## Required action
Across all the records, filter for lines with the word "Palm" and copy them.

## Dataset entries
- - - -

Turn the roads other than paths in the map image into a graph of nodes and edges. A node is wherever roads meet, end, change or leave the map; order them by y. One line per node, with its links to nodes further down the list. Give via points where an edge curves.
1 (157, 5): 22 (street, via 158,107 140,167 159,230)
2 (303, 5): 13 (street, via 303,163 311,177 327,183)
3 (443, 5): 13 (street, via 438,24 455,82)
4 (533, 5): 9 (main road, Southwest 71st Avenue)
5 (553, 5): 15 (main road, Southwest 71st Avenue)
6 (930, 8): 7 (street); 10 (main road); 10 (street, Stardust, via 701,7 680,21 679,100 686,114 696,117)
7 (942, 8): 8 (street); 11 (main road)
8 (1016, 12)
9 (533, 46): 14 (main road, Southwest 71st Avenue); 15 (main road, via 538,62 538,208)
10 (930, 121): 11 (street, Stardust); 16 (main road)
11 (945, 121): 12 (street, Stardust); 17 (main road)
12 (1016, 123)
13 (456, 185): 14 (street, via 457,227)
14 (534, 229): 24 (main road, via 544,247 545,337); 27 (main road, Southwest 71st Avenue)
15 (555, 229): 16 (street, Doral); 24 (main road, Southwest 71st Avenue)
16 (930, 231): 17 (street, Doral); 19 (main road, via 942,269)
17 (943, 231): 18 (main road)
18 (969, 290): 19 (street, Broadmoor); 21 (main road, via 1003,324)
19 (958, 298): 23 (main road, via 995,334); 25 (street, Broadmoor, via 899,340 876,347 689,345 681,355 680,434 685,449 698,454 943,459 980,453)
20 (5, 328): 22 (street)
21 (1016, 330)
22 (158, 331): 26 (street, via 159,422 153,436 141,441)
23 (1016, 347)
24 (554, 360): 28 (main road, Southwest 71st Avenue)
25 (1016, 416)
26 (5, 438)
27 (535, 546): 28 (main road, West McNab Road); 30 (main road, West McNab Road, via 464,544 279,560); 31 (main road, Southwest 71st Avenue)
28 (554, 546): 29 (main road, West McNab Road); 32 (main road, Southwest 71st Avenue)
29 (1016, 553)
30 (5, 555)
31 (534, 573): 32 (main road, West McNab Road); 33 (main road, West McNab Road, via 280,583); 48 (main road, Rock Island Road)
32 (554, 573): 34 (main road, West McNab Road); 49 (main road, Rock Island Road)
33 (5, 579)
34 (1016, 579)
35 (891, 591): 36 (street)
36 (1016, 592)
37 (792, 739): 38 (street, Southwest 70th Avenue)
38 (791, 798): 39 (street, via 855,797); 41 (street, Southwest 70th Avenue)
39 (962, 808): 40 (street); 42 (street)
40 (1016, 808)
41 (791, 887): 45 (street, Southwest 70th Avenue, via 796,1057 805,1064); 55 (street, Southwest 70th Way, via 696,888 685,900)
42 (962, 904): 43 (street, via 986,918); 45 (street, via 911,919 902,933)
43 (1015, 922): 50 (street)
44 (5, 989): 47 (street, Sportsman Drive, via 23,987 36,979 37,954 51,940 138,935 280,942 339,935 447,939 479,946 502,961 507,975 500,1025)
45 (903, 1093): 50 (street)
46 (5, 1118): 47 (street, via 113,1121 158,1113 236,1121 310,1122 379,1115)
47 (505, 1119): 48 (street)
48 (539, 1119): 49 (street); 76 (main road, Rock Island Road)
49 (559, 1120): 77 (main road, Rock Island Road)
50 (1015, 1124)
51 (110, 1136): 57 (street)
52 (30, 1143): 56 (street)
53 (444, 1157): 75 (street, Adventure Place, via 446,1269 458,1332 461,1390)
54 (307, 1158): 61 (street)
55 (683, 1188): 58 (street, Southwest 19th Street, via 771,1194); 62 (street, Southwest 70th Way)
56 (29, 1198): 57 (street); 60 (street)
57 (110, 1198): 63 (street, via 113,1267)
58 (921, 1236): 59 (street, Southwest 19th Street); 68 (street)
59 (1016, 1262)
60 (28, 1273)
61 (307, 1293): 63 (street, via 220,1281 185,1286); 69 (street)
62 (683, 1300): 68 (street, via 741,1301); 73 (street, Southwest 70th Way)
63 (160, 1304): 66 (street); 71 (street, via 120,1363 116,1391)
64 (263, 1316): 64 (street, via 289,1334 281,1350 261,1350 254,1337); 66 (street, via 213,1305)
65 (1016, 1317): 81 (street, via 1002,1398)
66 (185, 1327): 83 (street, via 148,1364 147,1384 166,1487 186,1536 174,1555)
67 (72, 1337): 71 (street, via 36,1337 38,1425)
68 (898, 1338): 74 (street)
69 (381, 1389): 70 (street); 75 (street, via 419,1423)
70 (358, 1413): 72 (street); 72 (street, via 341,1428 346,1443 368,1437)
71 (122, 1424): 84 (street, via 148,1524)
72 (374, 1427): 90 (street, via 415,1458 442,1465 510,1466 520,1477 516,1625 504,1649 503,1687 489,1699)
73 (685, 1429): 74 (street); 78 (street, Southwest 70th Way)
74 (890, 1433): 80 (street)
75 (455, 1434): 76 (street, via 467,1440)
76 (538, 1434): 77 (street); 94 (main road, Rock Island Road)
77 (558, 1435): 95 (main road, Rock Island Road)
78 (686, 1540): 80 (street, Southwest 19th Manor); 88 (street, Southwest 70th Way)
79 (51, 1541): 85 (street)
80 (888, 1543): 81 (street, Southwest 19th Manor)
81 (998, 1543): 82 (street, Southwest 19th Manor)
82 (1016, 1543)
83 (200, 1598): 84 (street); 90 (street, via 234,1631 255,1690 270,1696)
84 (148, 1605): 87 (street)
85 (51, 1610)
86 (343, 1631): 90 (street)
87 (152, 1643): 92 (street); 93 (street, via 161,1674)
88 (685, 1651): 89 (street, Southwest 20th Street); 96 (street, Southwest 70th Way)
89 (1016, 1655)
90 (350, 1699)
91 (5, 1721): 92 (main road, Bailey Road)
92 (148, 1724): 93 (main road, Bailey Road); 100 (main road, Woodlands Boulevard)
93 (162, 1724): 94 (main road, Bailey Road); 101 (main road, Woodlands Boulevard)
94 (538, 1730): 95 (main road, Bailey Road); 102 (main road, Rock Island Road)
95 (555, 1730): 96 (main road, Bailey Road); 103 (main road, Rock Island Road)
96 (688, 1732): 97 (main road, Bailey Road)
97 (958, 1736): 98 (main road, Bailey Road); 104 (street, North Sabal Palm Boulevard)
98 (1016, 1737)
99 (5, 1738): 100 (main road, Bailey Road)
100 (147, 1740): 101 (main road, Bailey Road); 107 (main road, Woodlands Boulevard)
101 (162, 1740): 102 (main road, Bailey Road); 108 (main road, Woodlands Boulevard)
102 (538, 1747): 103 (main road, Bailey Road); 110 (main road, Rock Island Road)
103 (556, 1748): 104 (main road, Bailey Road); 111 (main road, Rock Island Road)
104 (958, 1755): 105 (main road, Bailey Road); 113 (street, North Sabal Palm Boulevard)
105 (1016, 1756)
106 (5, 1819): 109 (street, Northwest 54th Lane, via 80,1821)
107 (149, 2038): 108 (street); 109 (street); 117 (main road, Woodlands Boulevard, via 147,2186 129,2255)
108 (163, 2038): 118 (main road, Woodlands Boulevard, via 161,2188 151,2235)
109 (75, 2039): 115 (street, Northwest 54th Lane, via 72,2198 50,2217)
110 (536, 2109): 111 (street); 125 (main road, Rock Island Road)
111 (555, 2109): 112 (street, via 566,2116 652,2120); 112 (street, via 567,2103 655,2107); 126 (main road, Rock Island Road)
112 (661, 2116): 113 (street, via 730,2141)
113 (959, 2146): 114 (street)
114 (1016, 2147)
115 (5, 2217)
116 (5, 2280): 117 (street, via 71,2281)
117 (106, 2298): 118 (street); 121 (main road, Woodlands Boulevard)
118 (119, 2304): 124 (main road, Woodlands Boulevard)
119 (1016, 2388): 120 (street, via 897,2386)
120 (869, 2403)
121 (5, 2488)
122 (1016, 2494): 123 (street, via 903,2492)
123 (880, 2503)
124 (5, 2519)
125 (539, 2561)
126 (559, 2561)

- - - -

## Your response
97 (958, 1736): 98 (main road, Bailey Road); 104 (street, North Sabal Palm Boulevard)
104 (958, 1755): 105 (main road, Bailey Road); 113 (street, North Sabal Palm Boulevard)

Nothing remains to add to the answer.